Peraltro il mercato africano – ovviamente con le sue richieste. Le disponibilità di spesa e i bisogni commisurati alla tipologia di conflitti che nell’enormemente vasto territorio che costituisce condizioni di combattimento differenti – mette sul piatto finanziamenti corrispondenti alla percezione di pericolo o di preparazione di guerre e quindi mette in piedi una propria frequentata fiera. La biennale Africa Aerospace and Defense Expo di Centurion in Gauteng (Sudafrica) si è tenuta a fine settembre, proiettando in questi ultimi mesi di 2022 le prospettive di collocazione su piazza del nuovo bombardiere B-21 Northtorpe, forse non a caso presentato in Sudafrica per le sue prerogative di deterrenza, come spiega “BreakingDefense” nelle parole del generale dell’aeronautica Jason Armagost riguardo il sistema Sentinel di cui il bombardiere è parte: « Sentinel sarà altamente resiliente e flessibile. Non solo per la nostra sicurezza, ma anche per garantire i nostri partner e alleati in tutto il mondo. Si tratta di una capacità evolutiva e sono state prese decisioni deliberate su come renderla efficiente con l’infrastruttura che abbiamo, e su come modernizzare la capacità per rimanere flessibile con sistemi di missione aperti e un’architettura digitale per evolvere con ambienti di minaccia in evoluzione», sembra la descrizione del panorama fluido africano. Il B-21 verrà definitivamente svelato il 2 dicembre assicura “MilitaryTimes”: probabilmente i paesi del continente africano non si potranno permettere questo bombardiere presentato a casa loro, ma potranno svuotare gli arsenali dei bombardieri che diventeranno obsoleti dopo l’avvento di questa macchina.
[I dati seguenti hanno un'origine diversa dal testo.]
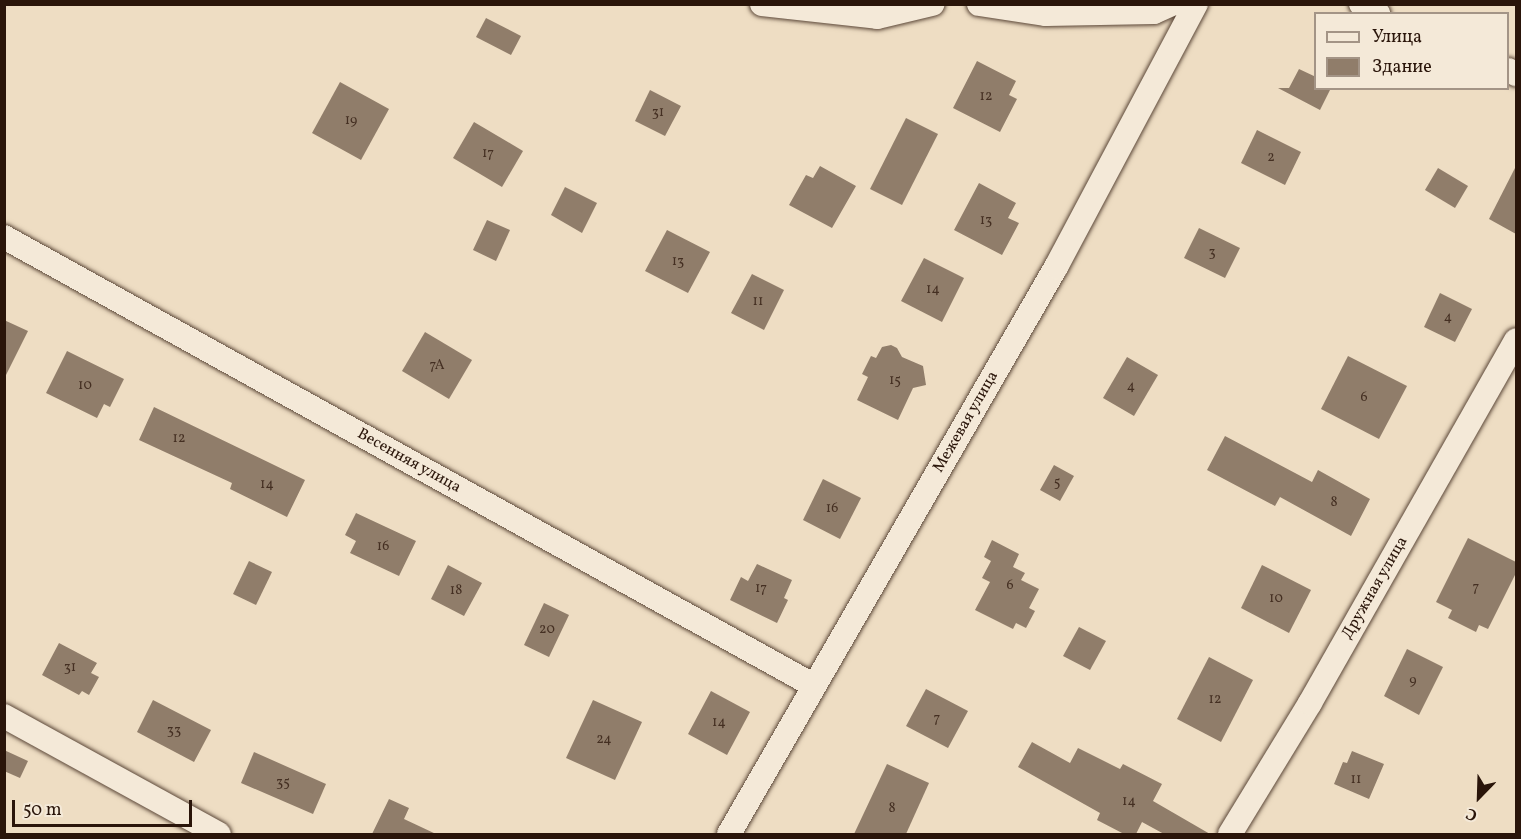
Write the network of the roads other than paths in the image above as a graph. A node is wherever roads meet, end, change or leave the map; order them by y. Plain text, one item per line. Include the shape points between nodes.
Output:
1 (762, 4) edge
2 (932, 4) edge
3 (979, 4) edge
4 (1172, 4) edge
5 (1196, 4) edge
6 (1361, 4) edge
7 (1375, 12) edge
8 (4, 237) edge
9 (1516, 340) edge
10 (813, 685) junction
11 (4, 717) edge
12 (219, 834) edge
13 (729, 834) edge
14 (1230, 834) edge

1 - 2 street via 877,17
3 - 4 street via 1046,14 1154,12
5 - 10 street, Межевая улица via 1056,267
6 - 7 street
8 - 10 street, Весенняя улица
9 - 14 street, Дружная улица via 1316,693
10 - 13 street, Межевая улица
11 - 12 street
Più alla portata delle casse africane è il drone greco Archytas e soprattutto il Mwari aircraft con scopi multipli e infatti già venduto a molti paesi africani; e di quei paesi elencati all’inizio di questa scheda il Botswana probabilmente prenoterà i suoi droni in funzione antimigratoria, e allo scopo i droni presentati alla fiera sudafricana descritta nel video della scheda di ottobre fanno al caso.